AWS GLUE: Visual ETL From Kinesis into Snowflake

0

Hi there,

I am trying to establish ETL processing from our existing AWS Kinesis data stream to snowflake. We are currently using KCL which is extremely difficult to maintain as we do not have the means to manage the solution and infrastructure around it.

Glue seems like a promising approach. Using an S3 source to SQL ETL to Snowflake works perfectly. Swapping out the S3 source to our Kinesis stream results in a few issues.
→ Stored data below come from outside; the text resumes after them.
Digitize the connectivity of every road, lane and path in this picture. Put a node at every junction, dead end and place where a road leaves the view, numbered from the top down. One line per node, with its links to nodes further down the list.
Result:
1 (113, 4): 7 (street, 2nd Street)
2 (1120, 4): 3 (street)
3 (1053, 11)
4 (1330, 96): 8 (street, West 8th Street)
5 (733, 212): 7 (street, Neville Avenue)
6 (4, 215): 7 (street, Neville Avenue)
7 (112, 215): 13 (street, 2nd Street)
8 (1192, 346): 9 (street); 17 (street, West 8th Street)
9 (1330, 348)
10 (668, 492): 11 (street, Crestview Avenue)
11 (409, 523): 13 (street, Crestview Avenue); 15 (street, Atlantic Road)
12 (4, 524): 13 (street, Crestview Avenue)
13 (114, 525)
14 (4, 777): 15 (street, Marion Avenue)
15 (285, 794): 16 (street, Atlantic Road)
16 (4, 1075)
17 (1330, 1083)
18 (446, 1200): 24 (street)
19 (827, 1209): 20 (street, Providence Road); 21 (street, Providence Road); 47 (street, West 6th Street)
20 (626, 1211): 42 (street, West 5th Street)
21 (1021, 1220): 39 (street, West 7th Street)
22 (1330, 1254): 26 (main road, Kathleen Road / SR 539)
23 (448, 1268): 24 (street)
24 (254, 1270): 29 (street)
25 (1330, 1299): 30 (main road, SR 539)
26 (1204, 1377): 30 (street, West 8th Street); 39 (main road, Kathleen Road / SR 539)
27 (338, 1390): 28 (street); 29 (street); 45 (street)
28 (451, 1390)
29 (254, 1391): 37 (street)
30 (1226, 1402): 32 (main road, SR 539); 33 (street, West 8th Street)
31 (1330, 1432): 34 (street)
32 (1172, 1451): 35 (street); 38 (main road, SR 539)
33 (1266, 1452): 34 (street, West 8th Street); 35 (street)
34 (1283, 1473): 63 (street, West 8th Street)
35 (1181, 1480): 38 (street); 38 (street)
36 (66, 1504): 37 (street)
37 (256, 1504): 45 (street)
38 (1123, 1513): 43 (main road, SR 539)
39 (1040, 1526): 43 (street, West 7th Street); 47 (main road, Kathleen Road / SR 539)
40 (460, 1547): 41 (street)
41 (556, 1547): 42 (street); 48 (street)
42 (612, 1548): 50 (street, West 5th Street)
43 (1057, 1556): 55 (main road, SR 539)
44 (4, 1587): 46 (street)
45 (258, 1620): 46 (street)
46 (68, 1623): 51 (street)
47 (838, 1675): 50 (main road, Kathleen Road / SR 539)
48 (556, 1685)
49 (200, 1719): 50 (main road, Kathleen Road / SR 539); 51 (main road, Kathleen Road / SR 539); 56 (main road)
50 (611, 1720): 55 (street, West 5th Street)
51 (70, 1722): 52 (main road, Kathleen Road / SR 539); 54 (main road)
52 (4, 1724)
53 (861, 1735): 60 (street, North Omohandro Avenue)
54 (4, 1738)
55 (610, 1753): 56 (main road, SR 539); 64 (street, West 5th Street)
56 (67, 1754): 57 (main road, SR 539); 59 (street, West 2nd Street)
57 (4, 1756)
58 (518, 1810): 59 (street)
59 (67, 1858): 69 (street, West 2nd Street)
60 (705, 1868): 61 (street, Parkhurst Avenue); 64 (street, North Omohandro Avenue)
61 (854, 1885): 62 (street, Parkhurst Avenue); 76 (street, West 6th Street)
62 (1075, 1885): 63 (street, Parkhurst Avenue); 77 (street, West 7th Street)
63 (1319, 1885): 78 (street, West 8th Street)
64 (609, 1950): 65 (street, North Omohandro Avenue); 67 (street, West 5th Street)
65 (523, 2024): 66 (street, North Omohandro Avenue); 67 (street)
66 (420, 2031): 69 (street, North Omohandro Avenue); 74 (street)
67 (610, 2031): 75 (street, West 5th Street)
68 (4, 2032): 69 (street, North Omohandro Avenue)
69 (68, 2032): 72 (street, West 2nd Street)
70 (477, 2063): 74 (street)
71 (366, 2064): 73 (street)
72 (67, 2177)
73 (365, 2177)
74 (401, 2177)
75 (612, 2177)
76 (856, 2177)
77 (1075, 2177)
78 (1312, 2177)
After creating the streaming schema for our data stream it still results in the following issue attached below.

It seems I also cannot preview the data/schema from my data stream from the visual ETL. Any assistance would be appreciated.

Traceback (most recent call last):
File "/opt/amazon/lib/python3.7/site-packages/awsglue/dataframereader.py", line 20, in from_catalog return self._glue_context.create_data_frame_from_catalog(db, table_name, redshift_tmp_dir, transformation_ctx, push_down_predicate, additional_options, catalog_id, **kwargs)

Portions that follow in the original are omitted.